» Your instructions:
Wherever the listing holds a picture, leave it out, and copy the remainder exactly.

» Task data:
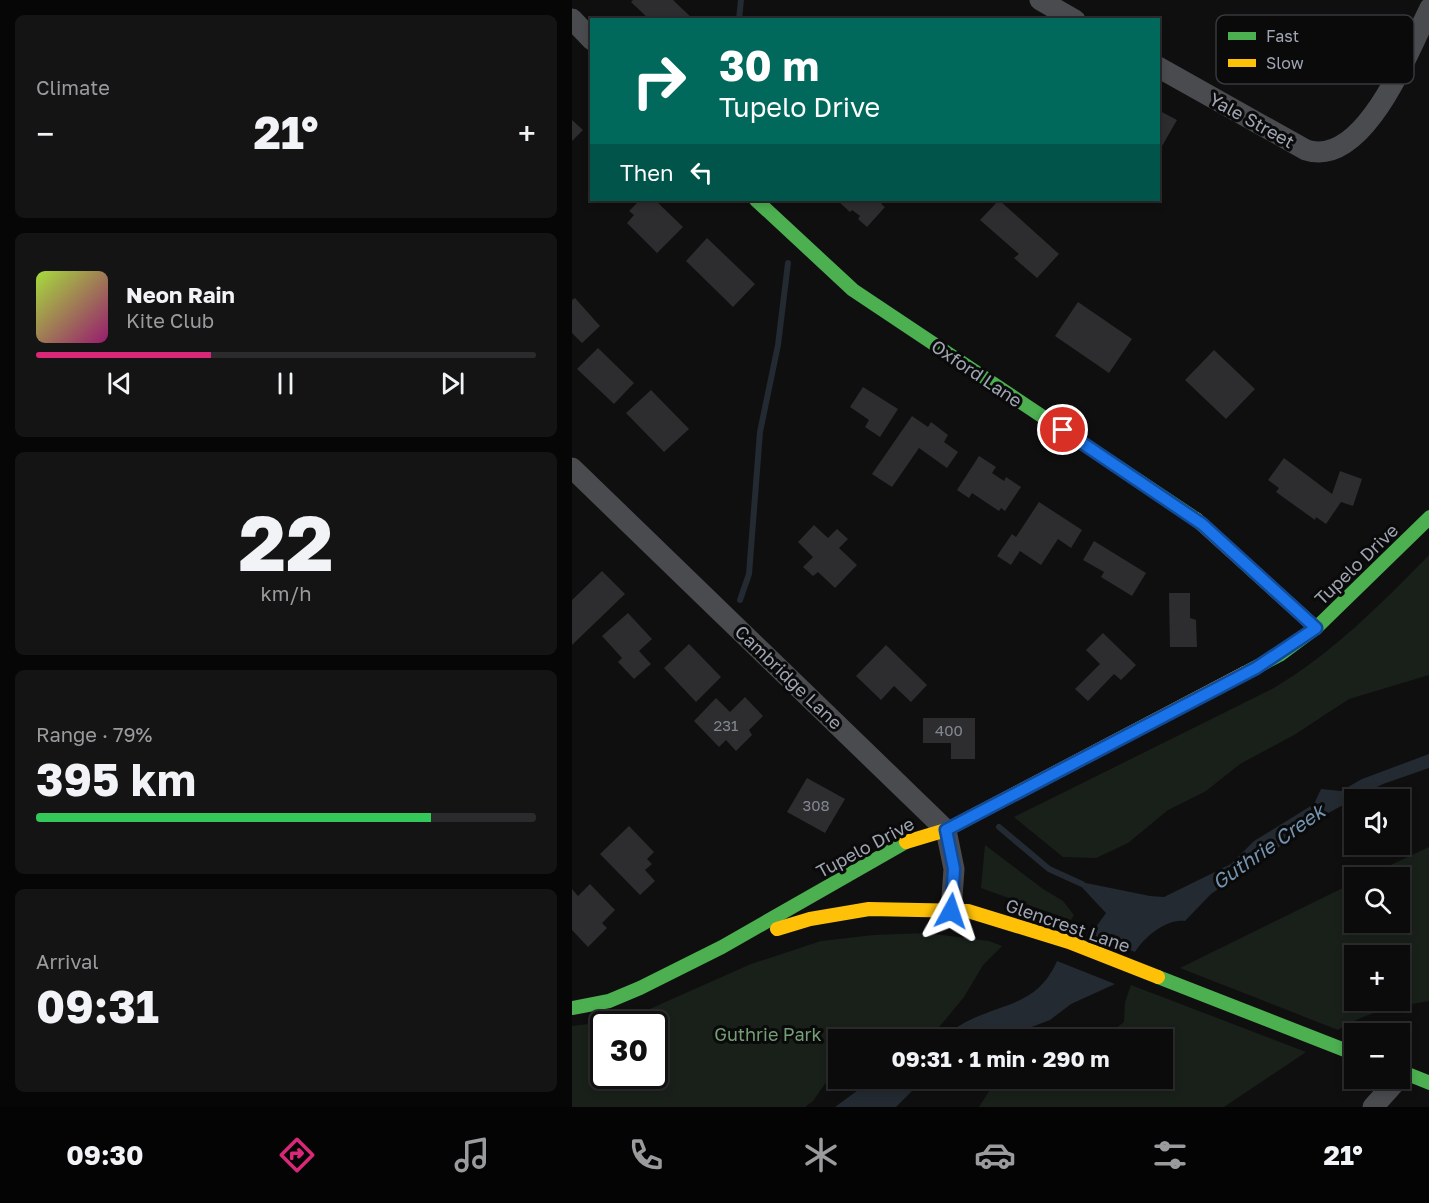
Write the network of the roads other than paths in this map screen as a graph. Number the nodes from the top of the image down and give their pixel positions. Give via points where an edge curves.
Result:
1 (1040, 0) edge
2 (1430, 9) edge
3 (1072, 18) edge
4 (572, 20) edge
5 (590, 38) edge
6 (1414, 40) edge
7 (1160, 68) edge
8 (1391, 84) edge
9 (757, 201) edge
10 (572, 468) edge
11 (1430, 518) edge
12 (1316, 628) junction
13 (946, 830) junction
14 (951, 911) junction
15 (722, 947) junction
16 (572, 1008) edge
17 (1344, 1050) edge
18 (1410, 1077) edge
19 (1430, 1083) edge
20 (1389, 1089) edge
21 (1373, 1107) edge

1 - 3 street
2 - 6 street, Yale Street
4 - 5 street
7 - 8 street, Yale Street via 1306,150 1327,152 1349,141 1366,125
9 - 12 street, Oxford Lane via 853,290 1192,516
10 - 13 street, Cambridge Lane
11 - 12 street, Tupelo Drive
12 - 13 street, Tupelo Drive via 1256,668
13 - 14 street via 954,869
13 - 15 street, Tupelo Drive via 910,840
14 - 15 street, Glencrest Lane via 869,909 840,913
14 - 17 street, Glencrest Lane via 968,911 1040,932
15 - 16 street, Tupelo Drive via 640,988 608,1001
18 - 19 street
20 - 21 street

» Answer for the task:
Write the network of the roads other than paths in this map screen as a graph. Number the nodes from the top of the image down and give their pixel positions. Give via points where an edge curves.
Result:
1 (1040, 0) edge
2 (1430, 9) edge
3 (1072, 18) edge
4 (572, 20) edge
5 (590, 38) edge
6 (1414, 40) edge
7 (1160, 68) edge
8 (1391, 84) edge
9 (757, 201) edge
10 (572, 468) edge
11 (1430, 518) edge
12 (1316, 628) junction
13 (946, 830) junction
14 (951, 911) junction
15 (722, 947) junction
16 (572, 1008) edge
17 (1344, 1050) edge
18 (1410, 1077) edge
19 (1430, 1083) edge
20 (1389, 1089) edge
21 (1373, 1107) edge

1 - 3 street
2 - 6 street, Yale Street
4 - 5 street
7 - 8 street, Yale Street via 1306,150 1327,152 1349,141 1366,125
9 - 12 street, Oxford Lane via 853,290 1192,516
10 - 13 street, Cambridge Lane
11 - 12 street, Tupelo Drive
12 - 13 street, Tupelo Drive via 1256,668
13 - 14 street via 954,869
13 - 15 street, Tupelo Drive via 910,840
14 - 15 street, Glencrest Lane via 869,909 840,913
14 - 17 street, Glencrest Lane via 968,911 1040,932
15 - 16 street, Tupelo Drive via 640,988 608,1001
18 - 19 street
20 - 21 street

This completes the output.